Construction accepts either a :class:URLPatternInit dict or a
constructor string (e.g. "https://example.com/:foo") plus
optional base URL and options. Each URL component has an independent
parser-options bundle (delimiter / prefix code points) defined in the
spec; components not present in the input default to the "*"
pattern (matches anything).
The compiled regex matcher behind every component is produced by a
regex engine selected via :mod:yarlpattern._regex_engine. The
default engine auto-picks Matthew Barnett's regex package when
importable (handles JS v-flag set operations like [a&&b]

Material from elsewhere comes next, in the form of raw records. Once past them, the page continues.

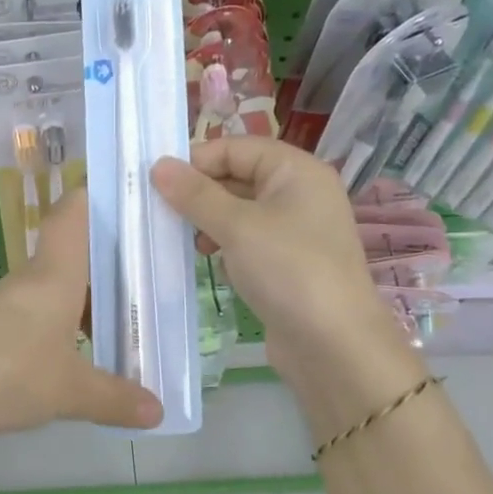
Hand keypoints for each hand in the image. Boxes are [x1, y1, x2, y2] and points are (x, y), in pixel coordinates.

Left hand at [0, 189, 161, 440]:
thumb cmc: (5, 369)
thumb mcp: (68, 390)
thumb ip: (113, 398)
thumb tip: (159, 411)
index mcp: (55, 274)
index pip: (74, 213)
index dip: (99, 196)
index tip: (130, 197)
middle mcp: (28, 281)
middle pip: (70, 256)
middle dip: (106, 265)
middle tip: (147, 280)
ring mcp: (0, 306)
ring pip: (51, 291)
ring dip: (80, 304)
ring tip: (116, 327)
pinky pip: (30, 321)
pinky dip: (55, 331)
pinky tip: (68, 360)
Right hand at [152, 139, 423, 407]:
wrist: (334, 346)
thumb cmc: (288, 270)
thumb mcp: (236, 226)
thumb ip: (195, 194)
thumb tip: (158, 165)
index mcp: (297, 171)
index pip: (237, 147)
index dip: (198, 160)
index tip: (160, 185)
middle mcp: (301, 193)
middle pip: (239, 176)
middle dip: (201, 193)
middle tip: (165, 214)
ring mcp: (297, 230)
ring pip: (241, 211)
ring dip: (210, 221)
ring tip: (189, 241)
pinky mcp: (289, 263)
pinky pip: (249, 240)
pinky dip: (227, 246)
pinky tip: (213, 263)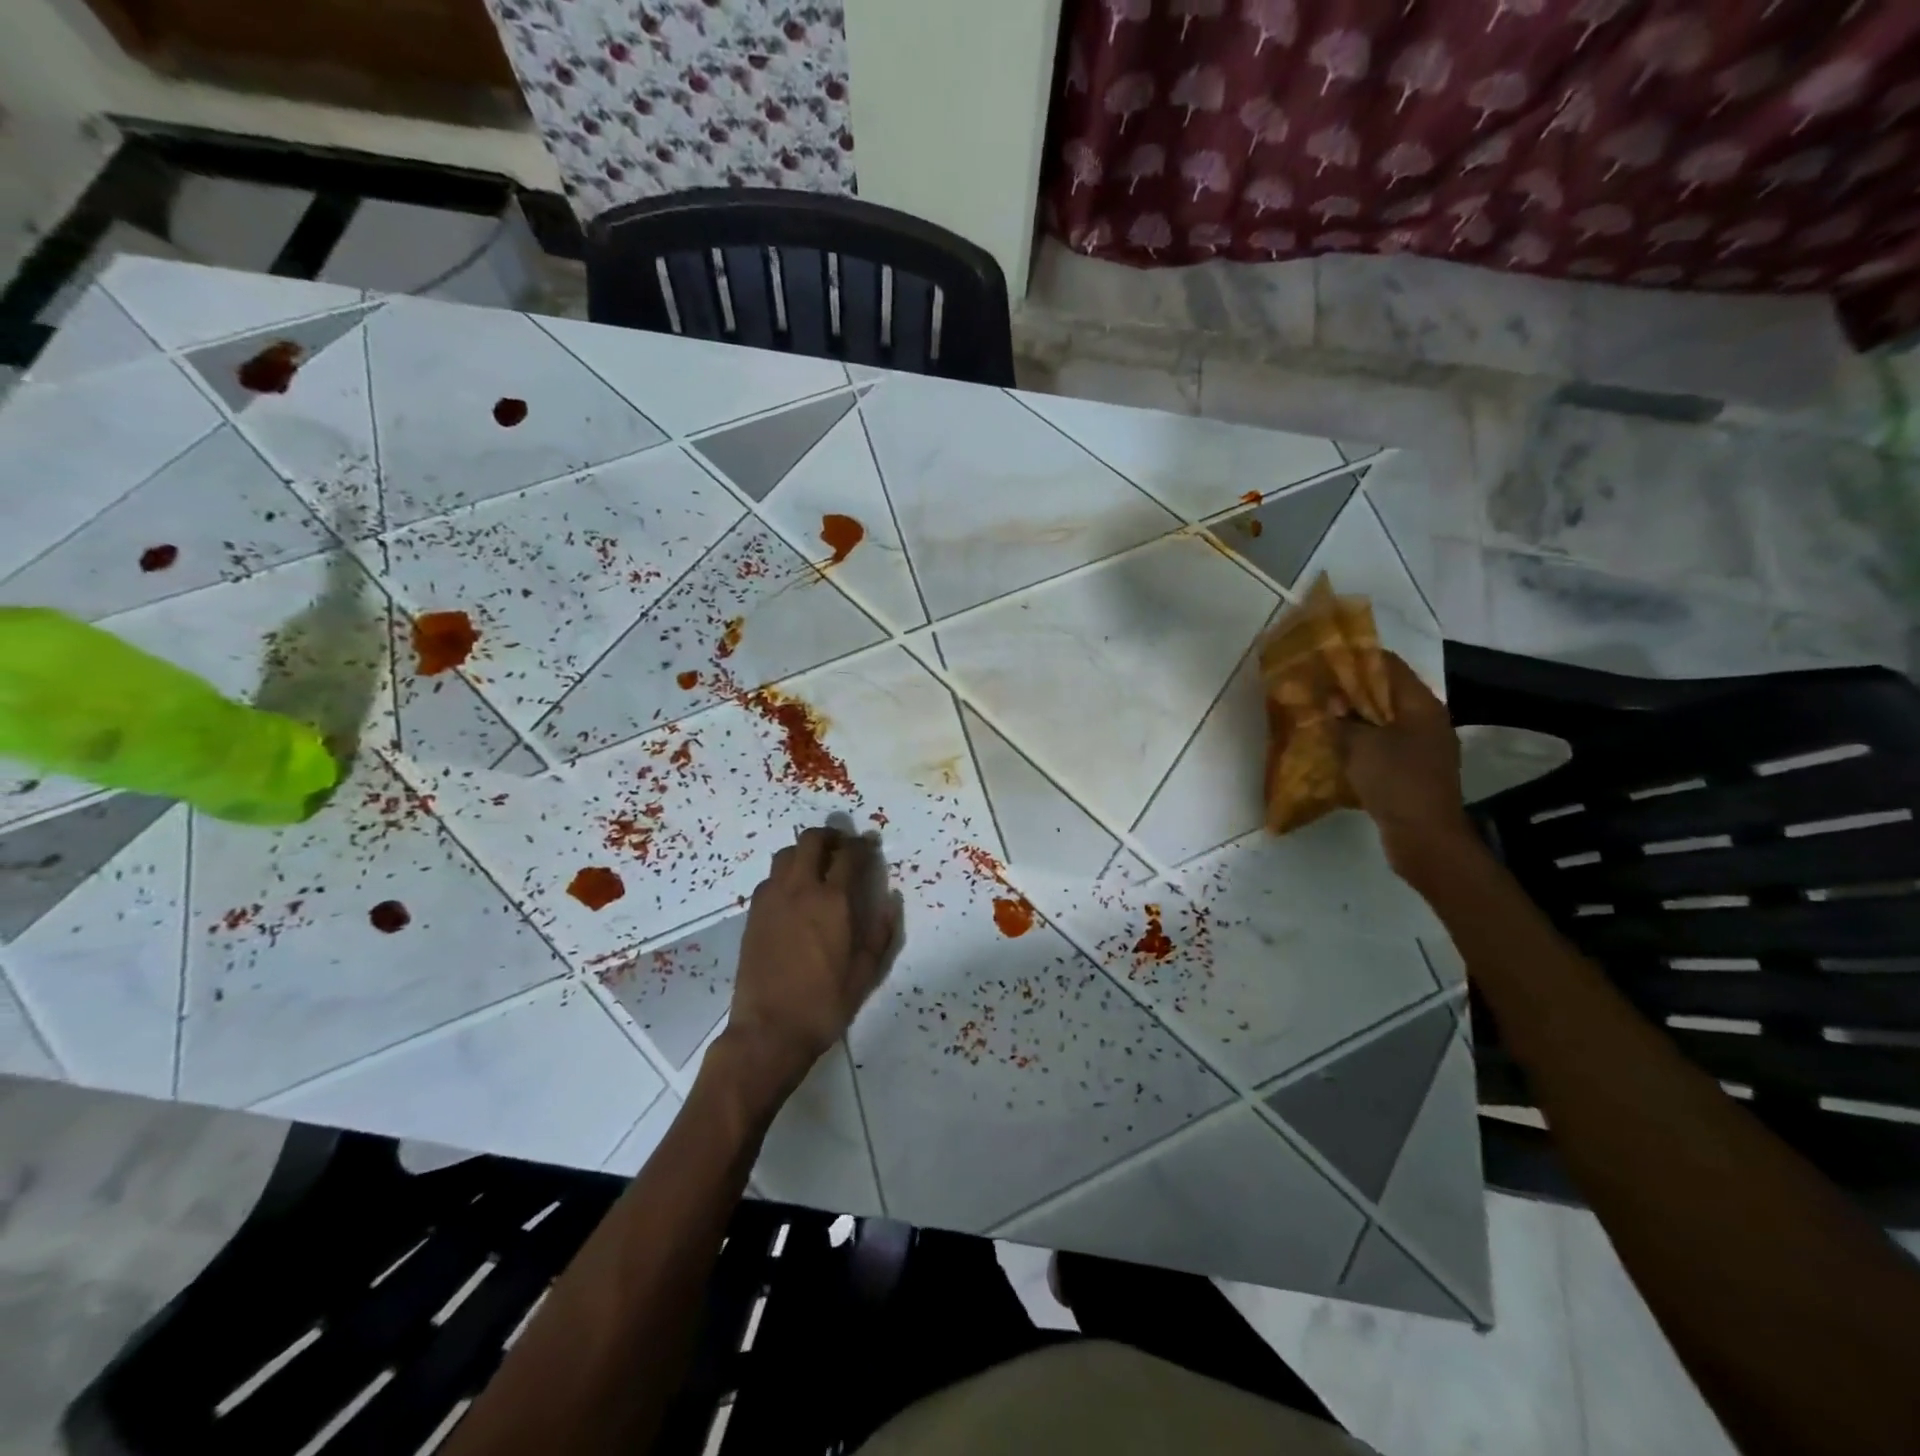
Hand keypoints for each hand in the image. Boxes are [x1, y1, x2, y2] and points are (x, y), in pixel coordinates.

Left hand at [719, 826, 898, 1103]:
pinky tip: (795, 891)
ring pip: (786, 854)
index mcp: (832, 901)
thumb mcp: (866, 973)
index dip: (862, 845)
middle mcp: (800, 890)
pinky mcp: (753, 914)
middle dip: (830, 835)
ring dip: (805, 850)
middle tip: (843, 845)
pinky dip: (786, 872)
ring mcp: (772, 899)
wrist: (769, 1030)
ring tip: (818, 863)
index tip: (870, 844)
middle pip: (811, 841)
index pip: (849, 855)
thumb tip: (891, 900)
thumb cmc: (825, 1003)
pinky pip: (771, 877)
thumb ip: (882, 932)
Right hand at [1330, 652, 1473, 874]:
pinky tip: (1338, 747)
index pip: (1389, 667)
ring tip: (1322, 716)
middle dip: (1352, 690)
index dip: (1357, 659)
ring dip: (1356, 718)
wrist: (1425, 837)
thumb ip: (1343, 718)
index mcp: (1421, 705)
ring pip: (1384, 721)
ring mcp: (1424, 748)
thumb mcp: (1360, 744)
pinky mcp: (1415, 771)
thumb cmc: (1396, 781)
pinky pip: (1385, 745)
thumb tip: (1331, 700)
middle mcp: (1428, 721)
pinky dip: (1363, 741)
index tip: (1325, 658)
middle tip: (1317, 688)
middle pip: (1387, 693)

correctly) and falls back to stdlib :mod:re otherwise. Pass
engine=... to override per-instance — useful for benchmarking
or for shipping a custom backend.
has_regexp_groups: bool
property
¶
Whether any compiled component contains a custom regex body.
Spec definition: true iff any component's part list has a part whose
type is regexp and whose value is not the segment-wildcard or
full-wildcard regexp value. The per-component bool was set at
compile time from the parts list; aggregating here is a tight
any() over the matchers (returns on first hit, no allocations).
test(input: URLPatternInput | None = None, base_url: str | _YarlURL | None = None) -> bool
¶
Return True iff input matches every component pattern.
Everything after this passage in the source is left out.